Never types and inference

An ! argument is a contradiction at compile time, because you cannot obtain a ! value in the first place to call the function with. Merely obtaining a ! is undefined behaviour. The compiler doesn't have to emit the function body at all; it's dead code. And all dead code is equivalent.

There is no contradiction in different impls having different associated types. The proposal is to allow ! to have multiple impls of a single trait in certain conditions; namely, for 'purely negative' traits I mentioned. Impls of such traits for ! can only differ in their choice of associated types, and are otherwise equivalent. Choosing a specific impl is therefore a mere matter of type inference, no different from choosing a specific instance of a generic type.

Of course this would require re-working some fundamentals. For one thing, instantiating a generic with a trait bound would require establishing an identity for the impl and passing it along with the type; the compiler can no longer 're-derive' the impl each time the type is used.
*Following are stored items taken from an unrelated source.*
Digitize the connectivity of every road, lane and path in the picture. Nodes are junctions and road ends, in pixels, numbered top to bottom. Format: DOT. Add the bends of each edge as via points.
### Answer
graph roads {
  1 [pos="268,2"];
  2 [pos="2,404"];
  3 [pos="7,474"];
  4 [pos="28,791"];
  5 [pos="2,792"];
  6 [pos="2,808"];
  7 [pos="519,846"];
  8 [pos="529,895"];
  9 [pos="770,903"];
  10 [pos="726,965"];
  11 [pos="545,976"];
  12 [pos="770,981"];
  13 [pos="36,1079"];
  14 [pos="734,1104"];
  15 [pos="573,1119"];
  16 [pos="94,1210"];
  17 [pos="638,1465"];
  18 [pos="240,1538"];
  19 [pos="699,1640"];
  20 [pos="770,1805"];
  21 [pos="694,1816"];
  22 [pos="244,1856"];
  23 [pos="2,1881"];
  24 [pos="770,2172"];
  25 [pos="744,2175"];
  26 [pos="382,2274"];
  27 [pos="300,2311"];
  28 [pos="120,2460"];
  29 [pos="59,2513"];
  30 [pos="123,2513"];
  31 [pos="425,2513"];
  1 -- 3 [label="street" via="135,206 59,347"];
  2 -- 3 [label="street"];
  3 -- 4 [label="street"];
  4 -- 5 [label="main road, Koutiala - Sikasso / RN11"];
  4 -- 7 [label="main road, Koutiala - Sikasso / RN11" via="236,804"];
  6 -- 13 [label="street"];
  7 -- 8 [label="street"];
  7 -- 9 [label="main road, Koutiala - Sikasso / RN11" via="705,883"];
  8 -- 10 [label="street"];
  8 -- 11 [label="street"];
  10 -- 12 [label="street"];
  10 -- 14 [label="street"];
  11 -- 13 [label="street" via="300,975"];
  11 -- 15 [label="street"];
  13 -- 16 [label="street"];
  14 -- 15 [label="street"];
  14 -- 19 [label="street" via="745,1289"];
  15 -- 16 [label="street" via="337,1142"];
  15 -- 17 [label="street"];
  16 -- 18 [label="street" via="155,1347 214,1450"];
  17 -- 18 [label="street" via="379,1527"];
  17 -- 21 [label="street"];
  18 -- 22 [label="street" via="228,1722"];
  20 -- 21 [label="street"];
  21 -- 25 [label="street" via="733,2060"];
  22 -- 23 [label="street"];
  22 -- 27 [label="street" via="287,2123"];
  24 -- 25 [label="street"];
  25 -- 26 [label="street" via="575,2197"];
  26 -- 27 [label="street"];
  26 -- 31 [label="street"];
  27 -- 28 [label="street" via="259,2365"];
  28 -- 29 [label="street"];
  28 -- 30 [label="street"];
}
But it's not a priori inconsistent.

Also, general impl-relevance has been requested before:

@canndrew's proposal leaves vacuous impls for ! anonymous, because type inference is sufficient to distinguish between them – at least in the motivating cases. I can imagine some (admittedly rather contrived) cases where it wouldn't be:

trait Foo {
    type Iter: Iterator;
}

struct Bar;

impl Foo for Bar {
    type Iter = !;
}

What is <Bar as Foo>::Iter::Item? A specific impl of Iterator for ! would have to be chosen by the time Foo is implemented for Bar, but there is no syntax to disambiguate it.